While having a scan, a pregnant woman in India is not allowed to learn the gender of her unborn child. But her bill might be presented in a file colored blue or pink — and the meaning is clear.
The method of skirting around the law is one of many reasons why 85 million women are described as “missing” from the populations of India and China, where the abortion of female fetuses, infanticide and the death of girls through neglect is all too common.
For a mother desperately seeking a son, a pink folder can mean a trip to an abortion clinic where the operation will often be justified with the catch-all “fetal abnormality.”
“Tricks like colored folders are absolutely common,” said Pinki Virani, a leading women’s rights campaigner in India. “So-called ‘gendercide’ is a daily reality across rich or poor, rural or urban.
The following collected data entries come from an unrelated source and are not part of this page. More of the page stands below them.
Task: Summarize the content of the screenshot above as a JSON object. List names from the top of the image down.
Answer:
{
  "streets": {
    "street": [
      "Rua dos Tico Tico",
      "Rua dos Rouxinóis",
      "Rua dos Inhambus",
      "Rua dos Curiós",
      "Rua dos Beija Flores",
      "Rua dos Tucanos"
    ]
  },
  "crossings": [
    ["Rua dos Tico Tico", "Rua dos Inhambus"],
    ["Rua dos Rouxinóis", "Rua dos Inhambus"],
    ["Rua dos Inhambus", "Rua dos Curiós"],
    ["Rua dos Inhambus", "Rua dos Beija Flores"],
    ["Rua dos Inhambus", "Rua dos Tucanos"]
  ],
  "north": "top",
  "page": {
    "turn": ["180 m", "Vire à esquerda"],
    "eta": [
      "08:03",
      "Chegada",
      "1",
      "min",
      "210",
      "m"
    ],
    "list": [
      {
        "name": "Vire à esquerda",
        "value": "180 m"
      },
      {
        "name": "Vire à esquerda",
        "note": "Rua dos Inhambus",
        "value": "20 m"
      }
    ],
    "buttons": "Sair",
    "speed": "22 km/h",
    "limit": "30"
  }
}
It doesn’t matter if the family lives in a village, the smart suburbs, or have even emigrated to Canada.”
The term “missing women” was coined by Nobel Prize-winning economist Amartya Sen in 1990.
The number is estimated by comparing the actual sex ratio in any population with what it would theoretically be if equal treatment were given to the sexes during pregnancy, birth and afterward.
A report from the UN Development Program last week said 100 million women were “missing” in Asia — 85 million from China and India, but also from Bangladesh, Iran and Pakistan.
“If your clinic won’t tell you the gender of your unborn child, now you can courier a blood sample to the US and get the results back by e-mail,” said Virani.
“I’ve seen for myself that a lack of girls can have disastrous knock-on effects in any community: more polyandry [females with multiple partners], more child sex abuse and more prostitution.”
Gender imbalances have worsened across much of Asia where the traditional preference for male births has combined with modern technology such as ultrasound scans that make it easy to know the gender of an unborn child.
Sex-selective abortion was banned in China in 1995 but, according to a study this year by the Chinese Academy of Social Sciences, more than 24 million men of marrying age could find themselves without spouses in 2020.
Medical experts say the natural gender ratio should be 103-107 males born for every 100 females — a tilt that apparently compensates for higher infant mortality rates in males.
But in 2005, the last year of available data, there were 119 boys for every 100 girls in China, and in some areas the figure was 130 boys to 100 girls.
Under China’s 1979 one-child policy, aimed at controlling the world’s largest population, parents who live in cities are generally allowed one child, while some rural families can have two.
“The imbalance is more prominent in rural areas because education in villages is lower than in the cities,” Yang Hongjuan (楊紅捐), a demographics expert at the Shaanxi Academy of Social Sciences, said.
The pressure to produce a male child has grim consequences that are detailed in a new book by Chinese writer Xinran Xue (薛欣然).
She tells of seeing a newborn girl discarded in a chamber pot, and of mothers who attempt suicide, tormented by guilt after killing their daughters.
But for some women in China, the one-child policy is a boon, helping reduce population pressure and giving them more power.
“I support it as there are too many people in China,” 42-year-old married professional and Beijing resident Zhang Hua said.
“The gender imbalance is good for girls. It gives them more choice, and makes men behave better.”
In India — which has about 108 males to 100 females in children under six — the preference for boys is partly due to the key role that sons play in Hindu funeral ceremonies.